We collected 28,526,845 English language Tweets that mentioned “climate change” and its variants, sent during 2006 to 2019. (see example in Fig 1,2,3) Due to limitations of the scraping tool and the Twitter search page, nearly half of the Tweets in the dataset are from August 2019, when data collection took place. Tweets in the dataset sent before August 2019 will likely only be a subset of all sent Tweets during the time period.
Despite the limitations in data collection, we observed clear trends in changes to expressed sentiment over time. A steady decline of positive Tweets, coupled with an increase in neutral and negative Tweets can be observed until late 2017, when a noticeable decline in neutral Tweets can be seen. Overall, there was a steady decline in mean Tweet sentiment score over the time period, which may indicate Tweets that mentioned climate change had expressed more negative sentiment.
We found 778,166 Tweets within our data that included a climate denial keyword. There was a notable increase in the number of such Tweets since 2017, with notable spikes during certain months.
After we finished collecting the Tweets, we used sentiment analysis to understand the emotional content and intensity of the Tweets. We tried to classify each Tweet based on emojis it used, using an emoji sentiment lexicon – a list of emojis and whether each conveyed a positive or negative sentiment. For example in the lexicon, a smiling face emoji was deemed to convey positive sentiment, while an angry face emoji was deemed to convey negative sentiment. While the approach yielded encouraging results, it only worked for Tweets that have emojis. We found VADER, a model with a human-curated sentiment lexicon attuned to social media texts, to be a superior approach. It analysed text based on the words used and assigned a decimal score between -1 and 1 to indicate sentiment orientation (negative, neutral or positive) and intensity. To classify the collected Tweets we used vaderSentiment, an implementation of the model built with the Python programming language. After classification, we manually read a sample of Tweets classified as having positive, neutral and negative sentiments, to verify the classifications were appropriate.
We then analysed the classified Tweets using pandas, a Python data analysis tool. We used the tool to label each Tweet as positive, neutral or negative based on their VADER sentiment score, and aggregated them by week and month. The dataset was also filtered for Tweets containing the words “fake”, “not real”, “isn’t real”, “doesn’t exist”, “hoax”, “propaganda” and “conspiracy”, to explore trends in Tweets that mentioned climate denial.

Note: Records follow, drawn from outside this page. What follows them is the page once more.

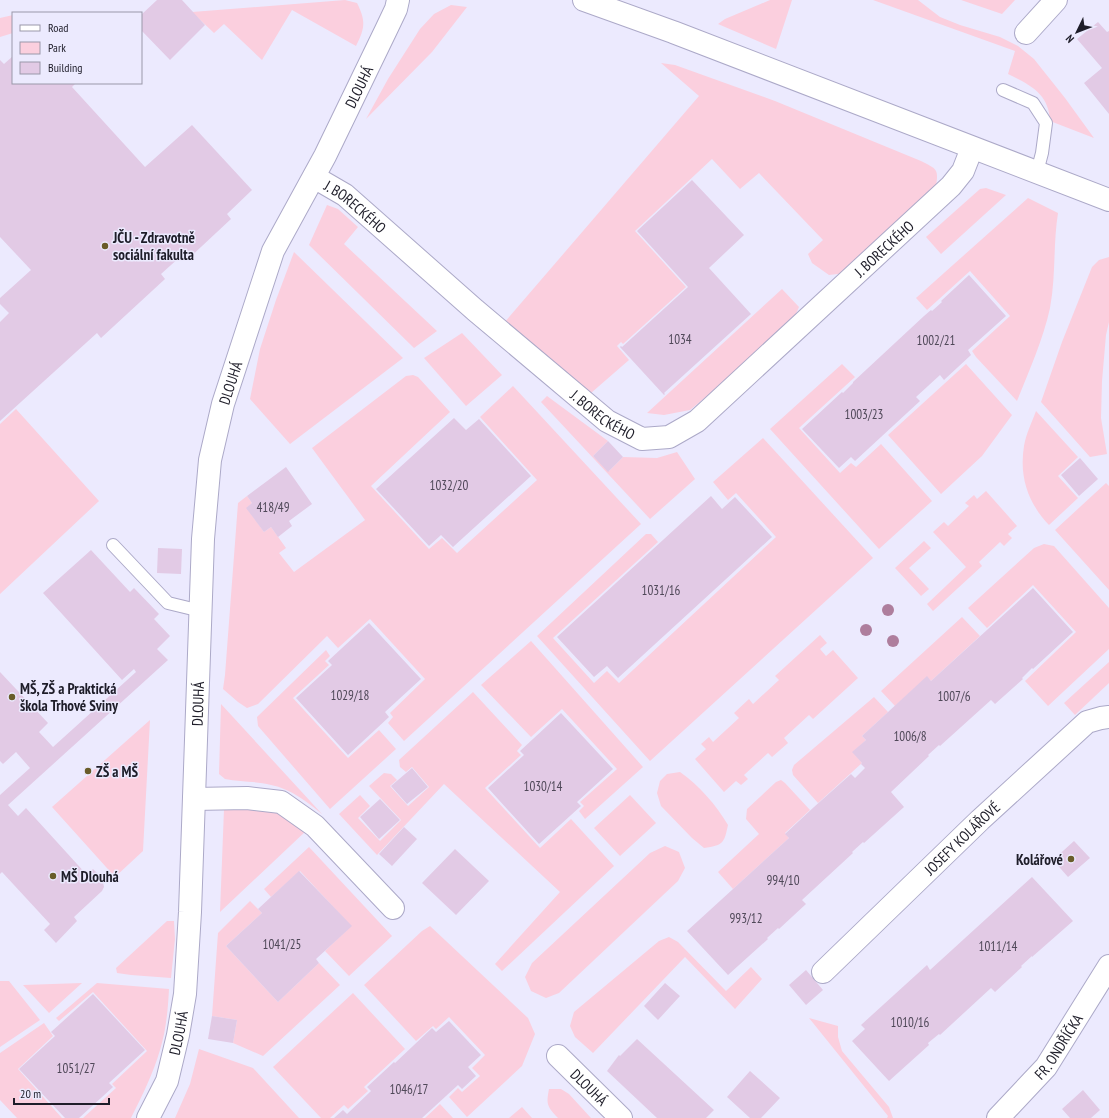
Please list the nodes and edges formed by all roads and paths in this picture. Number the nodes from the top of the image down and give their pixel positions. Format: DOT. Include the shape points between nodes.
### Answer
graph roads {
  1 [pos="398,0"];
  2 [pos="584,0"];
  3 [pos="1056,0"];
  4 [pos="1026,33"];
  5 [pos="1003,90"];
  6 [pos="972,148"];
  7 [pos="1037,172"];
  8 [pos="314,177"];
  9 [pos="1109,200"];
  10 [pos="113,545"];
  11 [pos="201,611"];
  12 [pos="1109,717"];
  13 [pos="194,799"];
  14 [pos="393,908"];
  15 [pos="1109,966"];
  16 [pos="823,972"];
  17 [pos="558,1056"];
  18 [pos="148,1118"];
  19 [pos="621,1118"];
  20 [pos="998,1118"];
  1 -- 8 [label="street, DLOUHÁ" via="396,9"];
  2 -- 6 [label="street"];
  3 -- 4 [label="street"];
  5 -- 7 [label="lane" via="1033,103 1046,124"];
  6 -- 7 [label="street"];
  6 -- 8 [label="street, J. BORECKÉHO" via="963,171 951,186 697,421 669,437 642,439 607,421 475,310 345,195"];
  7 -- 9 [label="street"];
  8 -- 11 [label="street, DLOUHÁ" via="273,251 223,404 210,460 203,539"];
  10 -- 11 [label="lane" via="168,603"];
  11 -- 13 [label="street, DLOUHÁ"];
  12 -- 16 [label="street, JOSEFY KOLÁŘOVÉ" via="1087,722 1082,726 980,820"];
  13 -- 14 [label="street" via="247,798 281,802 315,826"];
  13 -- 18 [label="street, DLOUHÁ" via="184,994 167,1081"];
  15 -- 20 [label="street, FR. ONDŘÍČKA" via="1046,1067"];
  17 -- 19 [label="street, DLOUHÁ"];
}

Finally, we used Matplotlib, a Python data visualisation tool, to create charts based on the analysis, in order to visualise trends in sentiment and mentions of climate denial.
We found clear trends in changes to sentiment and mentions of climate denial keywords over time. They indicate that analysing data from social media networks can be an effective way to investigate the deliberation on the issue of climate change in the public sphere. However, there are limitations of using social media data, one such as bots which are computer programs that can masquerade as humans to post or send messages on social media (see note1). Improving the data collection process, filtering out bot activities, identifying themes and communities in Tweets, as well as correlating trends with world events are potential directions for further investigation. We have published the analysis results and source code on https://github.com/UoA-eResearch/twitter_analysis, and we are hopeful of continuing this work.
The authors wish to acknowledge the Centre for eResearch at the University of Auckland for their help in facilitating this research, and for providing research compute through the Nectar Research Cloud.
Note1 : Researchers from Brown University examined 6.5m tweets posted in the days leading up to the month after Trump announced the US exit from the Paris accords on 1 June 2017 that a quarter of all tweets about climate crisis on an average day are produced by bots. It suggested that “substantial impact on mechanised bots in amplifying denialist messages” reported by The Guardian and BBC, see original news https://www.theguardian.com/technology/2020/feb/21/climate-tweets-twitter-bots-analysis, 21 Feb., 2020.